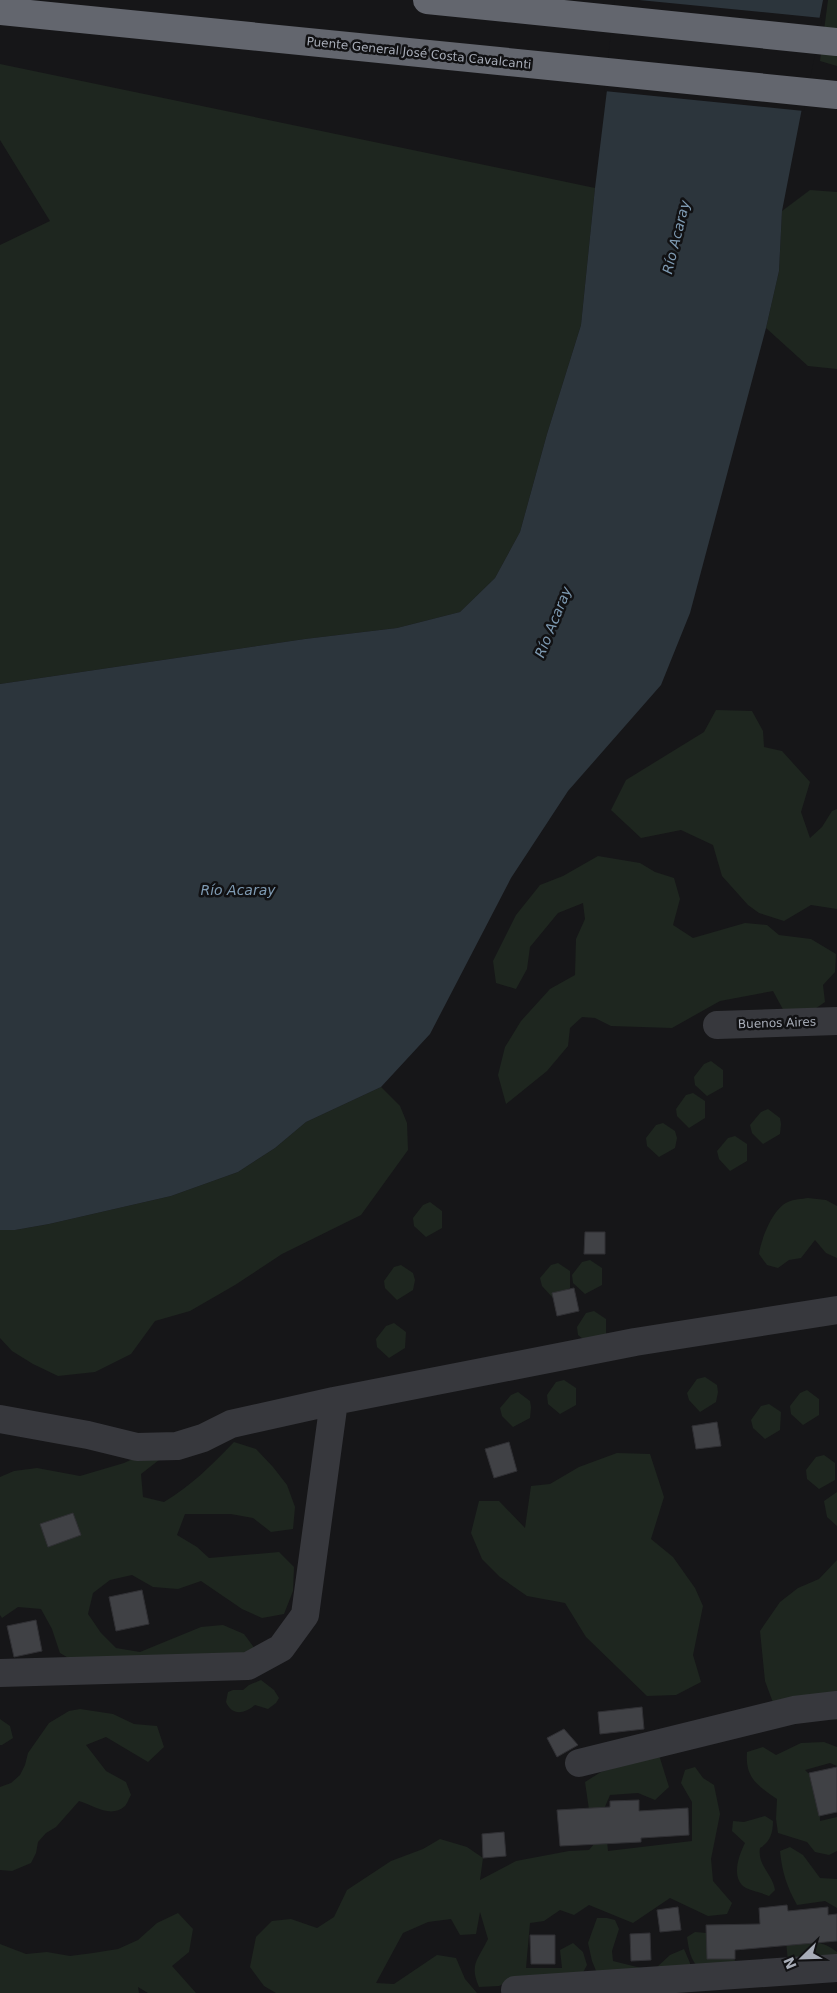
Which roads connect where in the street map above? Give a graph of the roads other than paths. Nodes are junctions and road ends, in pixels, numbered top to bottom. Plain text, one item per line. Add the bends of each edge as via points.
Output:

...

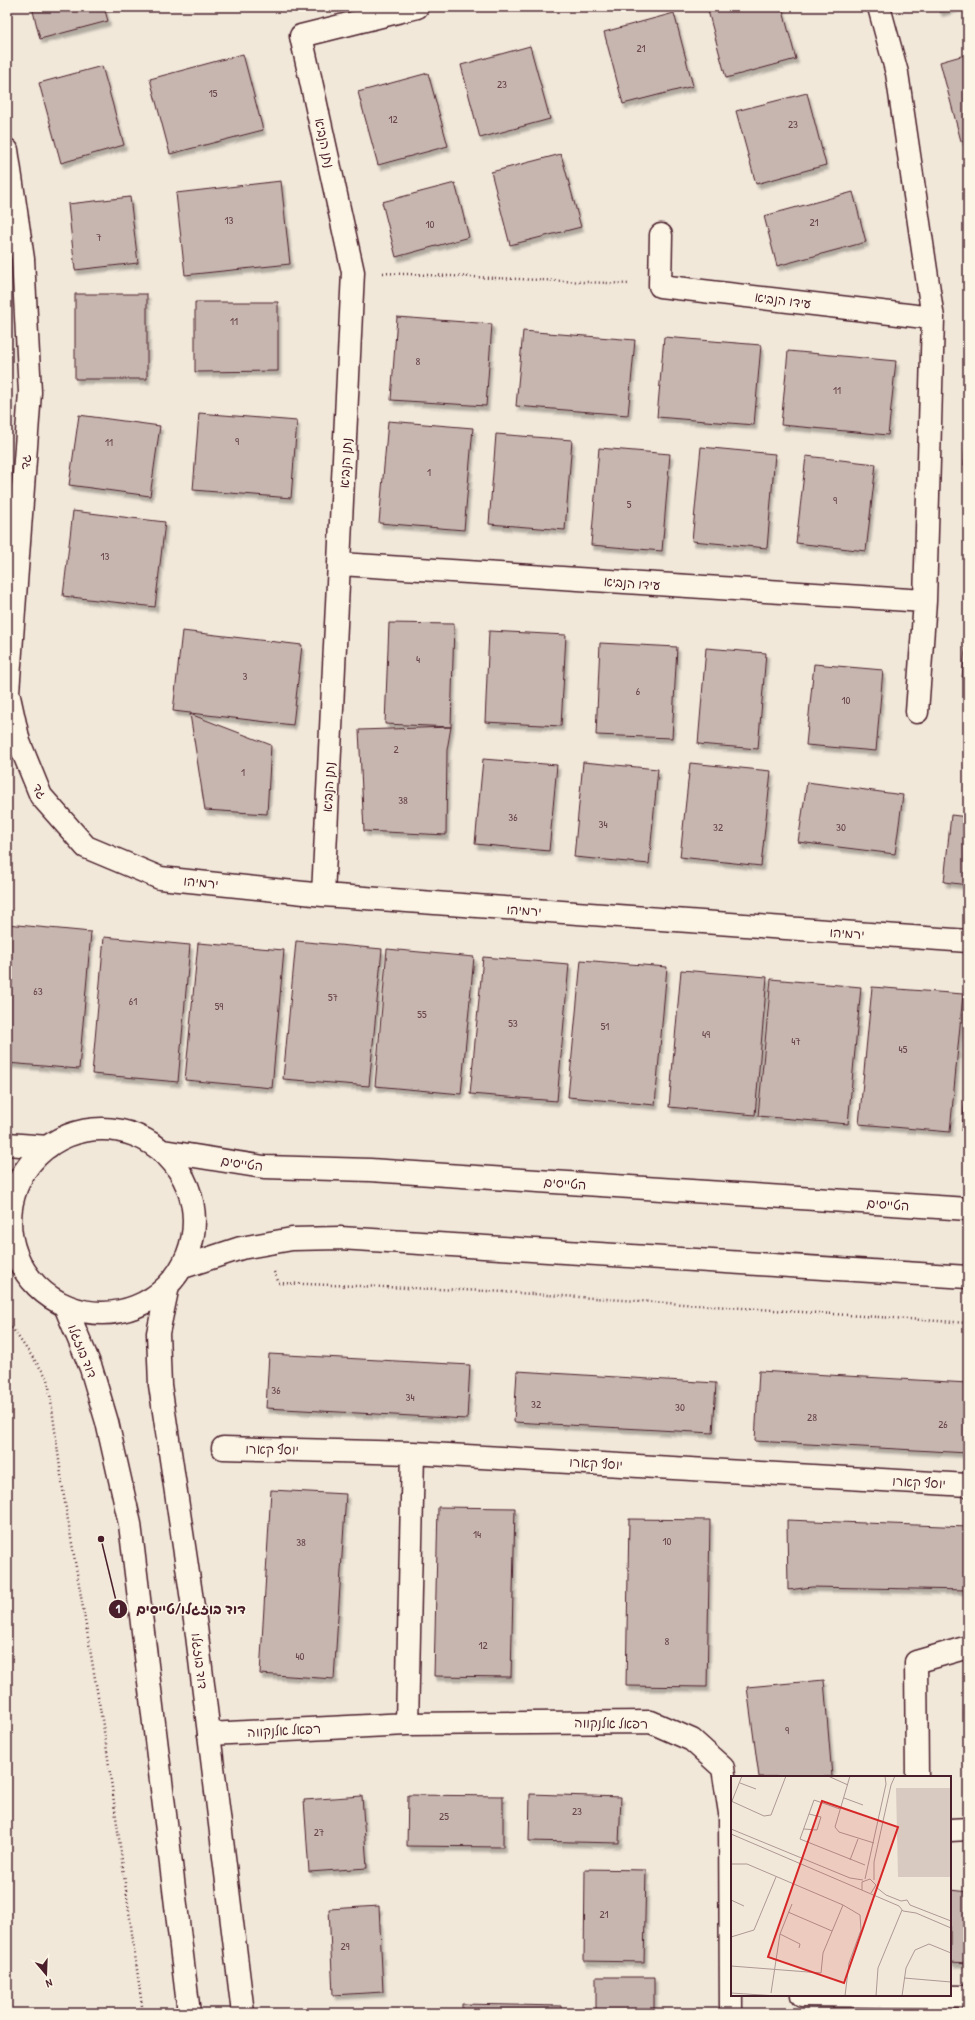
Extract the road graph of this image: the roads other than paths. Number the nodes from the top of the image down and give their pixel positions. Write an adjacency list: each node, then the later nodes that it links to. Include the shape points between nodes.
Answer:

* * *

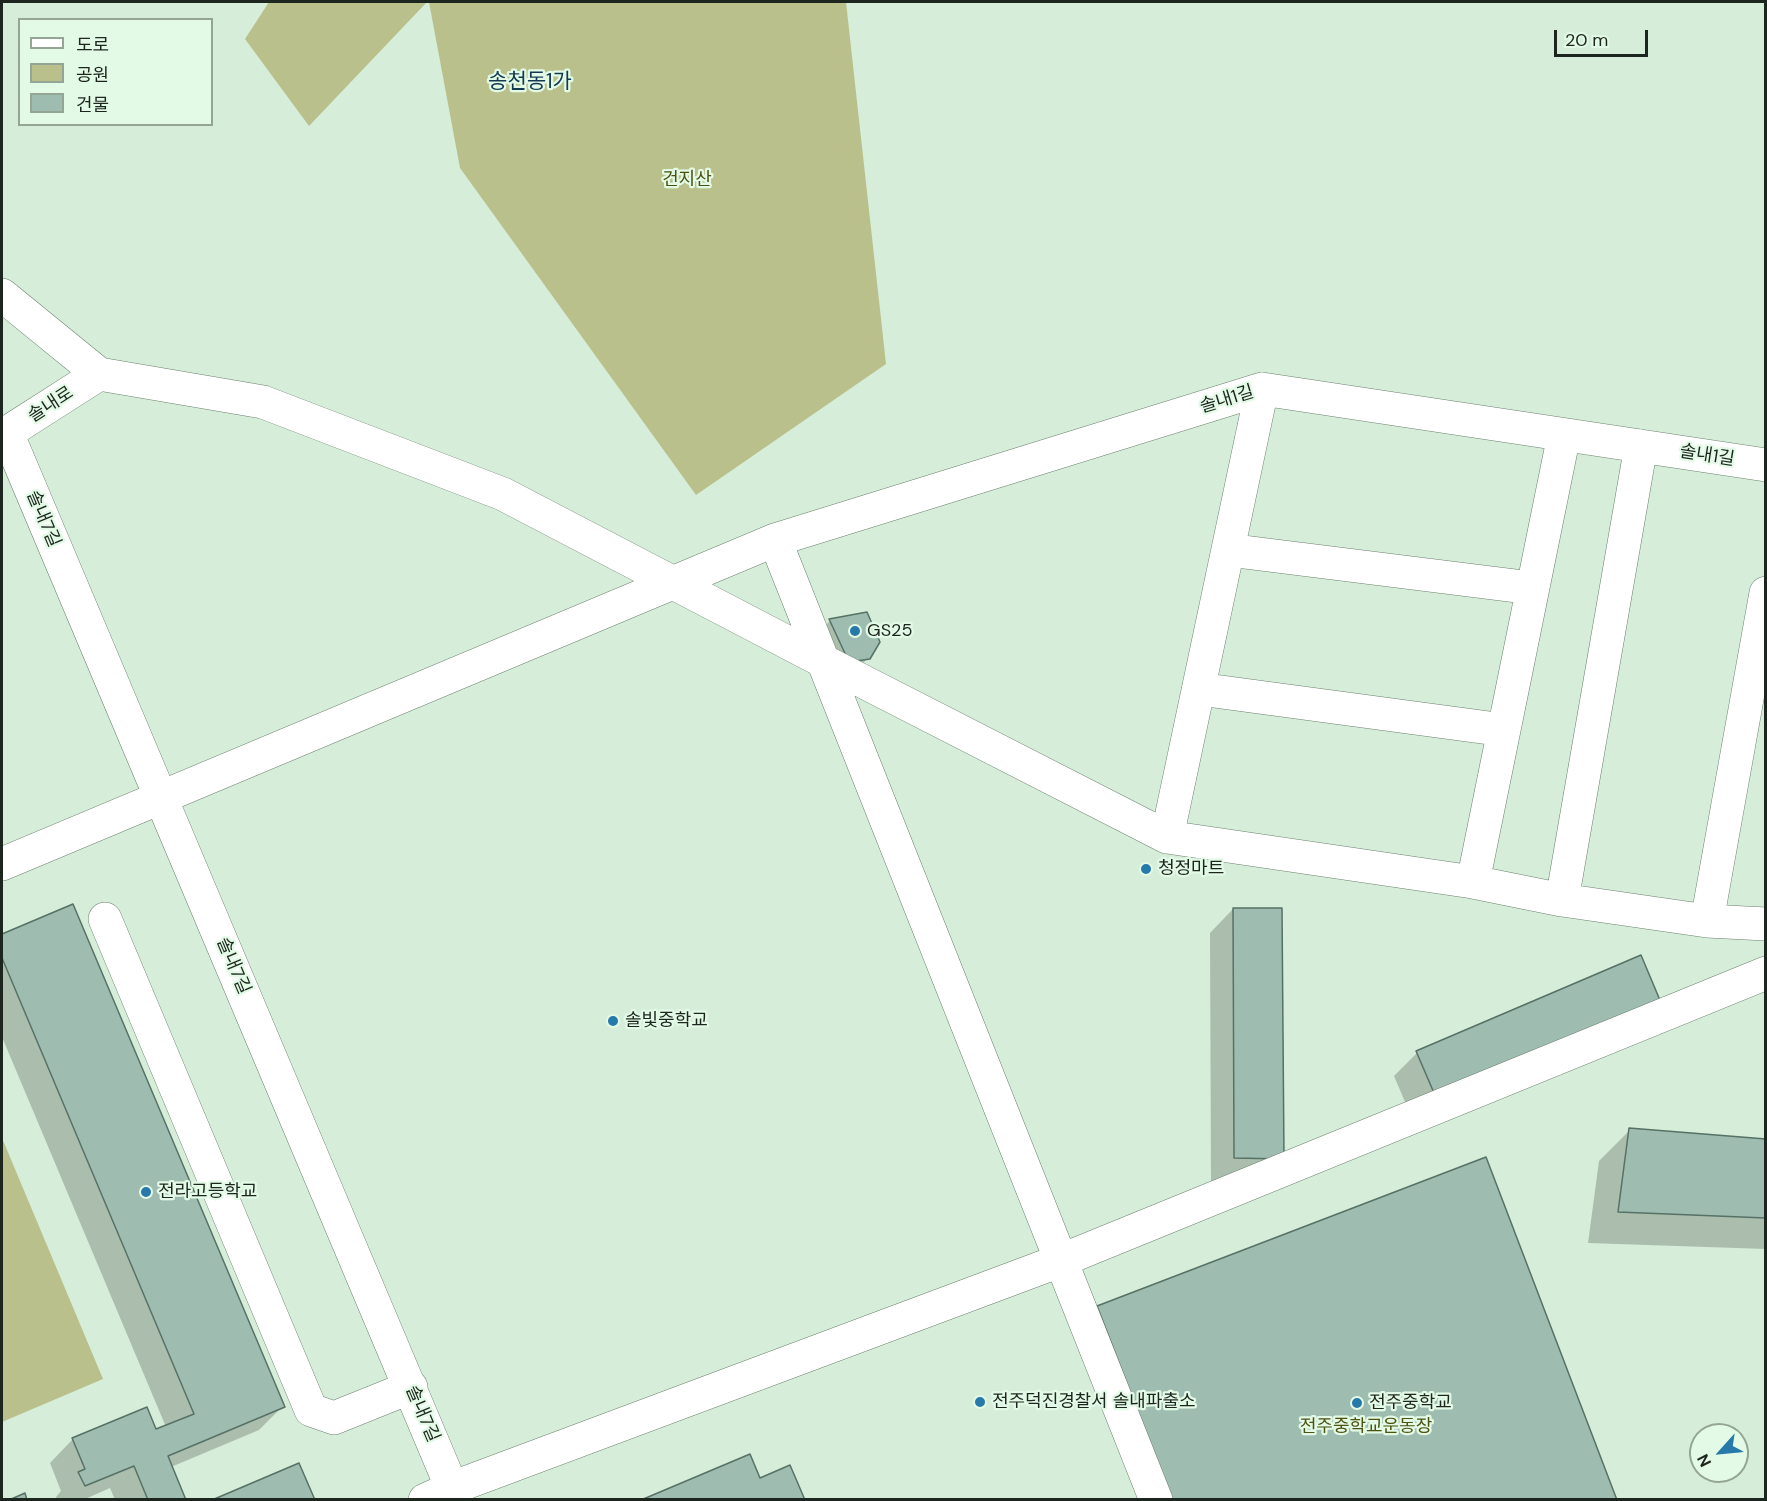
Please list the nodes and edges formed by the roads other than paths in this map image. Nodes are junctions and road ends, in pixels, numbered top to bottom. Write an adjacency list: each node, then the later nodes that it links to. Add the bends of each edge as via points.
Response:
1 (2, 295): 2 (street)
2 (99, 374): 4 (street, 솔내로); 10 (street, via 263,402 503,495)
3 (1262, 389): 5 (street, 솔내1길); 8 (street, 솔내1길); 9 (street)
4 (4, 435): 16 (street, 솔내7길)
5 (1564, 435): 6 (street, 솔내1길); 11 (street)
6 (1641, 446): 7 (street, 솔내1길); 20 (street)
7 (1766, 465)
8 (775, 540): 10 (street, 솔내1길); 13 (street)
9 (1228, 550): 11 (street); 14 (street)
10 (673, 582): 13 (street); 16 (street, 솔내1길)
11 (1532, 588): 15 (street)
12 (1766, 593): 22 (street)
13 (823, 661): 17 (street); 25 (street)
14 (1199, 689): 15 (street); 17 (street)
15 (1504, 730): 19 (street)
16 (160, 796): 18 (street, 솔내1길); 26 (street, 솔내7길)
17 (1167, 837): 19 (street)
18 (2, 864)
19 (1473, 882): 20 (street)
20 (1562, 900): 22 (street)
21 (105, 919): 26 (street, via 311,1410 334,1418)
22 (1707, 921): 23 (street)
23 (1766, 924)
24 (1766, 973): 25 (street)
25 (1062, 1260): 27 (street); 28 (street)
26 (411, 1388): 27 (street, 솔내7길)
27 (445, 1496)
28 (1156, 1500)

TASK.
Which of the lines in the data contain the string "then"? Return each one.

TASK ANSWER.
Extract the road graph of this image: the roads other than paths. Number the nodes from the top of the image down and give their pixel positions. Write an adjacency list: each node, then the later nodes that it links to. Include the shape points between nodes.
Please list the nodes and edges formed by the roads other than paths in this map image. Nodes are junctions and road ends, in pixels, numbered top to bottom. Write an adjacency list: each node, then the later nodes that it links to. Add the bends of each edge as via points.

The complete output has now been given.